What you need to do
Transcribe each line of the records below exactly, excluding any embedded images.

Material for this task
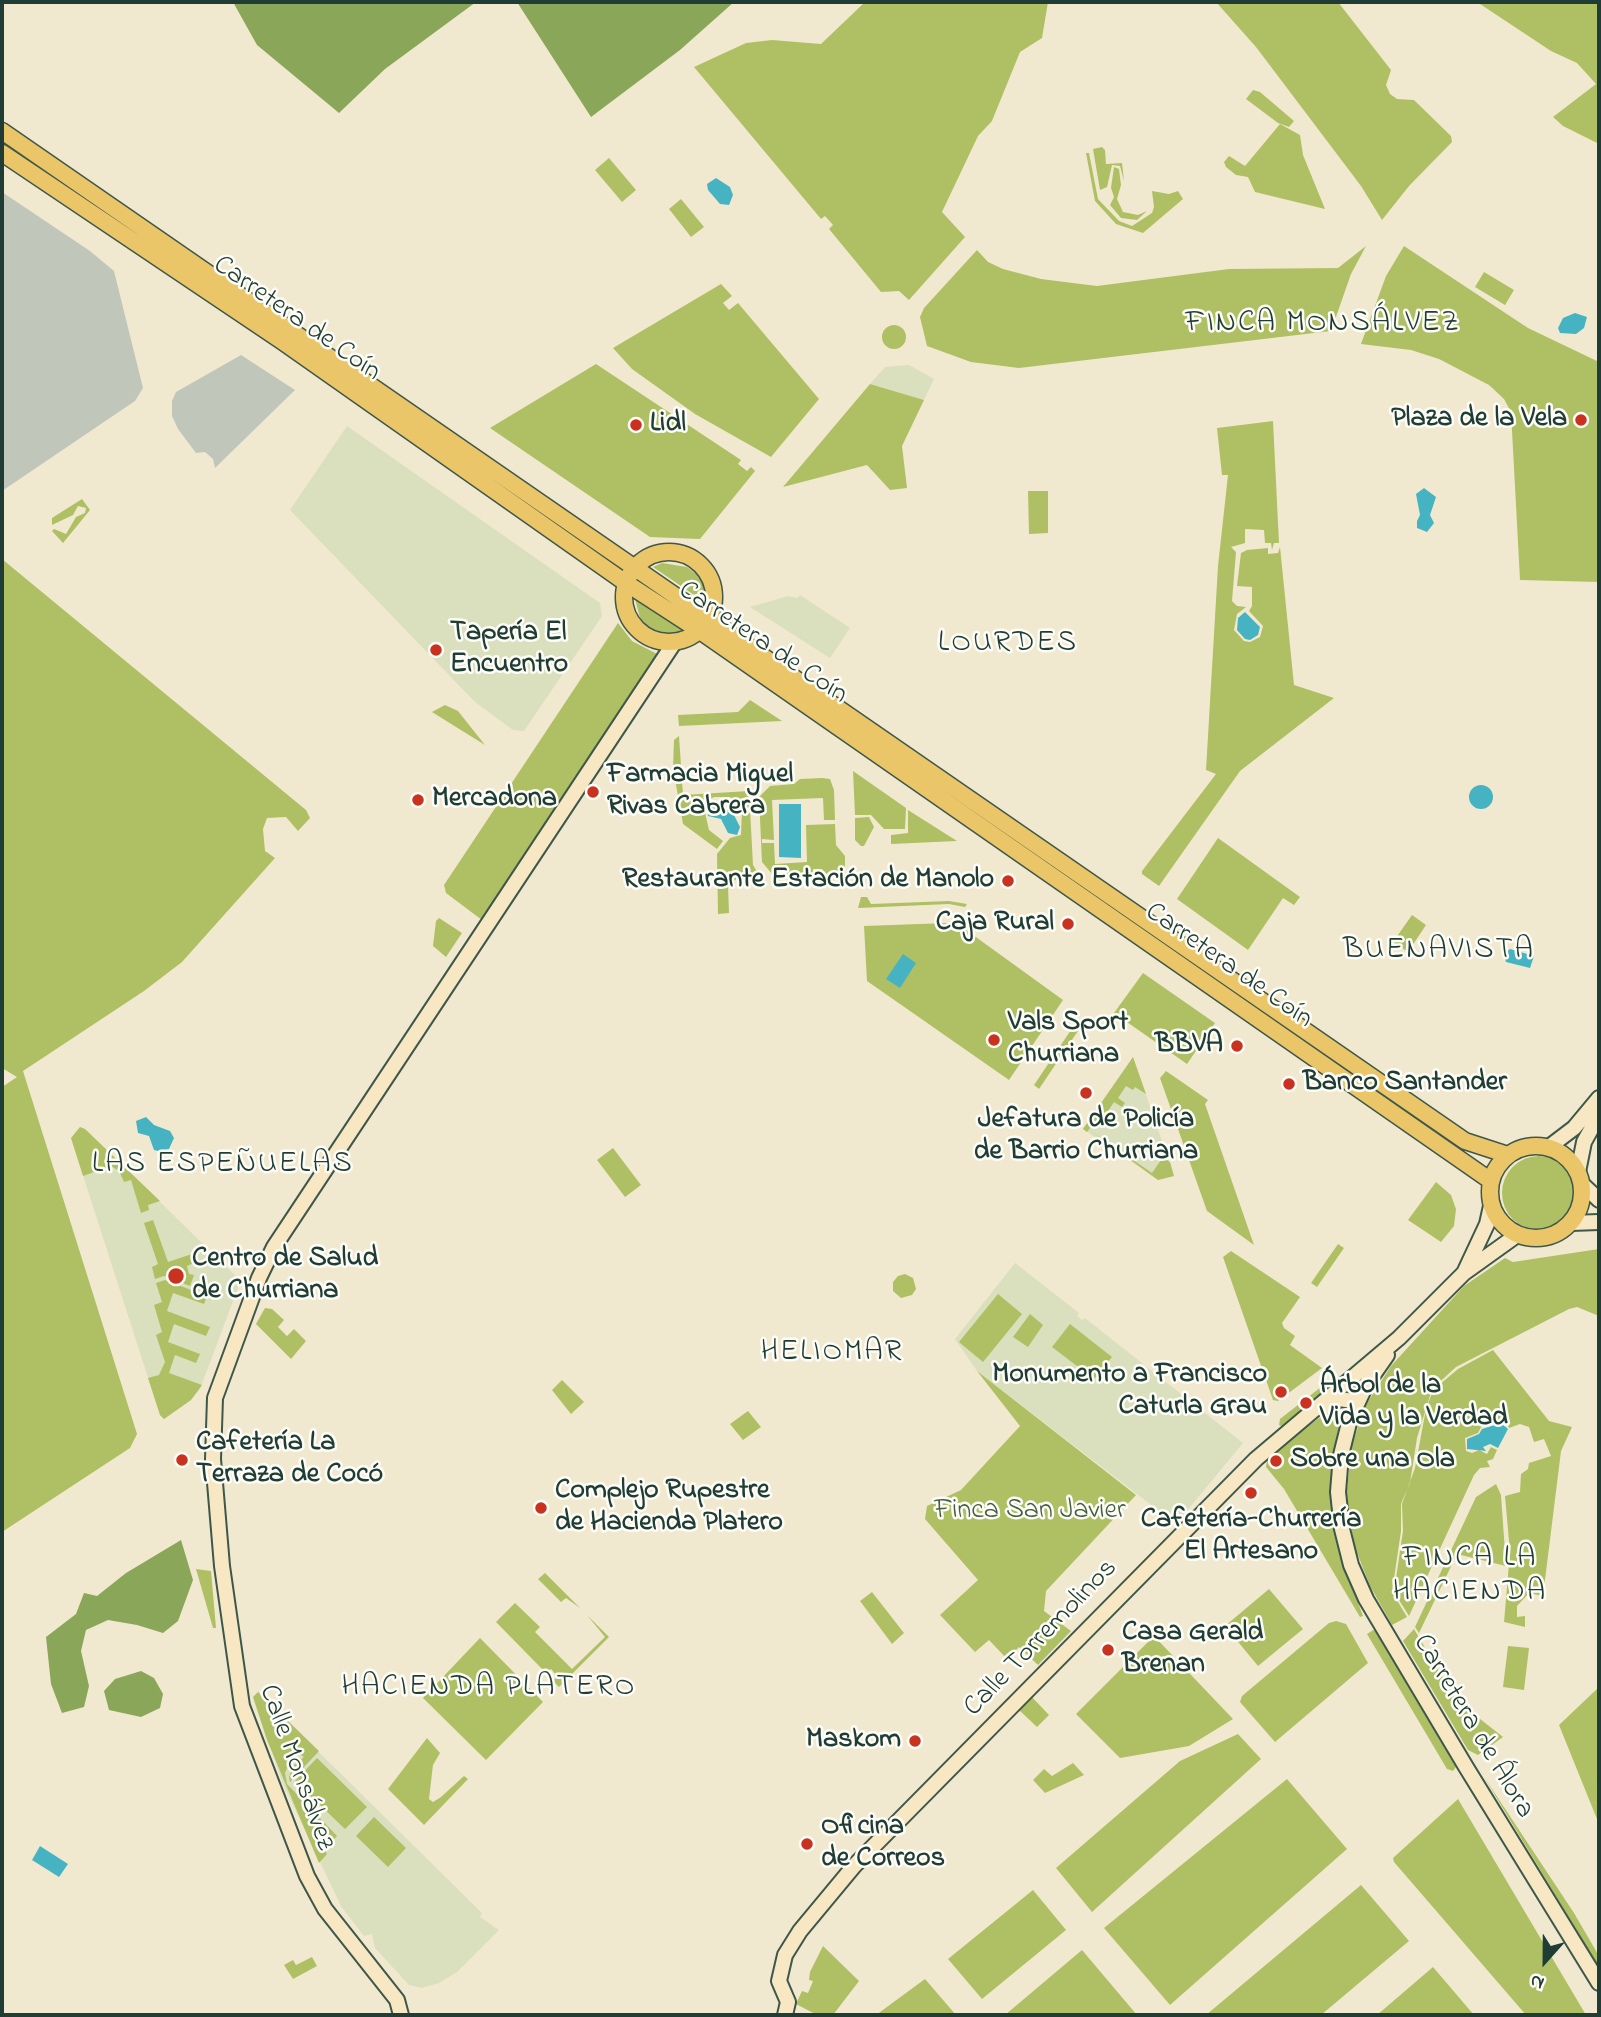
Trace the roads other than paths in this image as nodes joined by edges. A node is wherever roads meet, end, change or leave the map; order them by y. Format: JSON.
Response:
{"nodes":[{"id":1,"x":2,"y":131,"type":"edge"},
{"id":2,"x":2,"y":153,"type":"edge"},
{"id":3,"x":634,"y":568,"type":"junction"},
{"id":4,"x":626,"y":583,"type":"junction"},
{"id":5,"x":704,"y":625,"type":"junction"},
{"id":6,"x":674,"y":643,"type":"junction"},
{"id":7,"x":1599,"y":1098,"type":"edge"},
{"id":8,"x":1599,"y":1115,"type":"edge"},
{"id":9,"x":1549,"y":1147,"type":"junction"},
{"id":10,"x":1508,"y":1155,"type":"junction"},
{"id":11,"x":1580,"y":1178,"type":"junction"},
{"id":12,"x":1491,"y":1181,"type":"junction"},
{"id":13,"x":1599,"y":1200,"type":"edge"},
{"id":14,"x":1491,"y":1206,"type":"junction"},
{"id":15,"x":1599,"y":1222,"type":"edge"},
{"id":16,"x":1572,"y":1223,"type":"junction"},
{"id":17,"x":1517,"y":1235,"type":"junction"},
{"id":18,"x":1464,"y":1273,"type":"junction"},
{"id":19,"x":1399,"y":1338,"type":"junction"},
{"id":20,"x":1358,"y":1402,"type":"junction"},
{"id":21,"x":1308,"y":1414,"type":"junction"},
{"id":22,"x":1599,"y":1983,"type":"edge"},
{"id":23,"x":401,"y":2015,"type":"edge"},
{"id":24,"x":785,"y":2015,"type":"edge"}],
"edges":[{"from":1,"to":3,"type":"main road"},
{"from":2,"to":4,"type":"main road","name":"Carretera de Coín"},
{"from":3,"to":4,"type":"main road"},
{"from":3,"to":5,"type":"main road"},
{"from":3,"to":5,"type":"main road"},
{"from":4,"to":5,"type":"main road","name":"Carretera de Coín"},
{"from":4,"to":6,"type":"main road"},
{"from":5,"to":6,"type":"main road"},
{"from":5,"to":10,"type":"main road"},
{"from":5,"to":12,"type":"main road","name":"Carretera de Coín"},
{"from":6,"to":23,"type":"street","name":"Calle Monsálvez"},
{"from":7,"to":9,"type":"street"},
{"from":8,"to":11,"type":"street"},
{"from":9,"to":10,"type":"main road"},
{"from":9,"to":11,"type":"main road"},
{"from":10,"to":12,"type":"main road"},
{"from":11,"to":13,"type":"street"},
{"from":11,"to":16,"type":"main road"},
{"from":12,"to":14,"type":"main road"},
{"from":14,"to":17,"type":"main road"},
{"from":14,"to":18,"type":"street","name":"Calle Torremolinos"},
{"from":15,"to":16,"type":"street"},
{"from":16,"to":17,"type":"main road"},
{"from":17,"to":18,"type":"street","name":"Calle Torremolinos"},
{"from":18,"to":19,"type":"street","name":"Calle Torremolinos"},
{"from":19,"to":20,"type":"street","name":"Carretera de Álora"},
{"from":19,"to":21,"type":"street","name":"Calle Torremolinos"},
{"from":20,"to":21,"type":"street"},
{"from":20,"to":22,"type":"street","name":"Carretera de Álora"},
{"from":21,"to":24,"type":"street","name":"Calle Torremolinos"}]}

Task solution
Trace the roads other than paths in this image as nodes joined by edges. A node is wherever roads meet, end, change or leave the map; order them by y. Format: JSON.
Response:
{"nodes":[{"id":1,"x":2,"y":131,"type":"edge"},
{"id":2,"x":2,"y":153,"type":"edge"},
{"id":3,"x":634,"y":568,"type":"junction"},
{"id":4,"x":626,"y":583,"type":"junction"},
{"id":5,"x":704,"y":625,"type":"junction"},
{"id":6,"x":674,"y":643,"type":"junction"},
{"id":7,"x":1599,"y":1098,"type":"edge"},
{"id":8,"x":1599,"y":1115,"type":"edge"},
{"id":9,"x":1549,"y":1147,"type":"junction"},
{"id":10,"x":1508,"y":1155,"type":"junction"},
{"id":11,"x":1580,"y":1178,"type":"junction"},
{"id":12,"x":1491,"y":1181,"type":"junction"},
{"id":13,"x":1599,"y":1200,"type":"edge"},
{"id":14,"x":1491,"y":1206,"type":"junction"},
{"id":15,"x":1599,"y":1222,"type":"edge"},
{"id":16,"x":1572,"y":1223,"type":"junction"},
{"id":17,"x":1517,"y":1235,"type":"junction"},
{"id":18,"x":1464,"y":1273,"type":"junction"},
{"id":19,"x":1399,"y":1338,"type":"junction"},
{"id":20,"x":1358,"y":1402,"type":"junction"},
{"id":21,"x":1308,"y":1414,"type":"junction"},
{"id":22,"x":1599,"y":1983,"type":"edge"},
{"id":23,"x":401,"y":2015,"type":"edge"},
{"id":24,"x":785,"y":2015,"type":"edge"}],
"edges":[{"from":1,"to":3,"type":"main road"},
{"from":2,"to":4,"type":"main road","name":"Carretera de Coín"},
{"from":3,"to":4,"type":"main road"},
{"from":3,"to":5,"type":"main road"},
{"from":3,"to":5,"type":"main road"},
{"from":4,"to":5,"type":"main road","name":"Carretera de Coín"},
{"from":4,"to":6,"type":"main road"},
{"from":5,"to":6,"type":"main road"},
{"from":5,"to":10,"type":"main road"},
{"from":5,"to":12,"type":"main road","name":"Carretera de Coín"},
{"from":6,"to":23,"type":"street","name":"Calle Monsálvez"},
{"from":7,"to":9,"type":"street"},
{"from":8,"to":11,"type":"street"},
{"from":9,"to":10,"type":"main road"},
{"from":9,"to":11,"type":"main road"},
{"from":10,"to":12,"type":"main road"},
{"from":11,"to":13,"type":"street"},
{"from":11,"to":16,"type":"main road"},
{"from":12,"to":14,"type":"main road"},
{"from":14,"to":17,"type":"main road"},
{"from":14,"to":18,"type":"street","name":"Calle Torremolinos"},
{"from":15,"to":16,"type":"street"},
{"from":16,"to":17,"type":"main road"},
{"from":17,"to":18,"type":"street","name":"Calle Torremolinos"},
{"from":18,"to":19,"type":"street","name":"Calle Torremolinos"},
{"from":19,"to":20,"type":"street","name":"Carretera de Álora"},
{"from":19,"to":21,"type":"street","name":"Calle Torremolinos"},
{"from":20,"to":21,"type":"street"},
{"from":20,"to":22,"type":"street","name":"Carretera de Álora"},
{"from":21,"to":24,"type":"street","name":"Calle Torremolinos"}]}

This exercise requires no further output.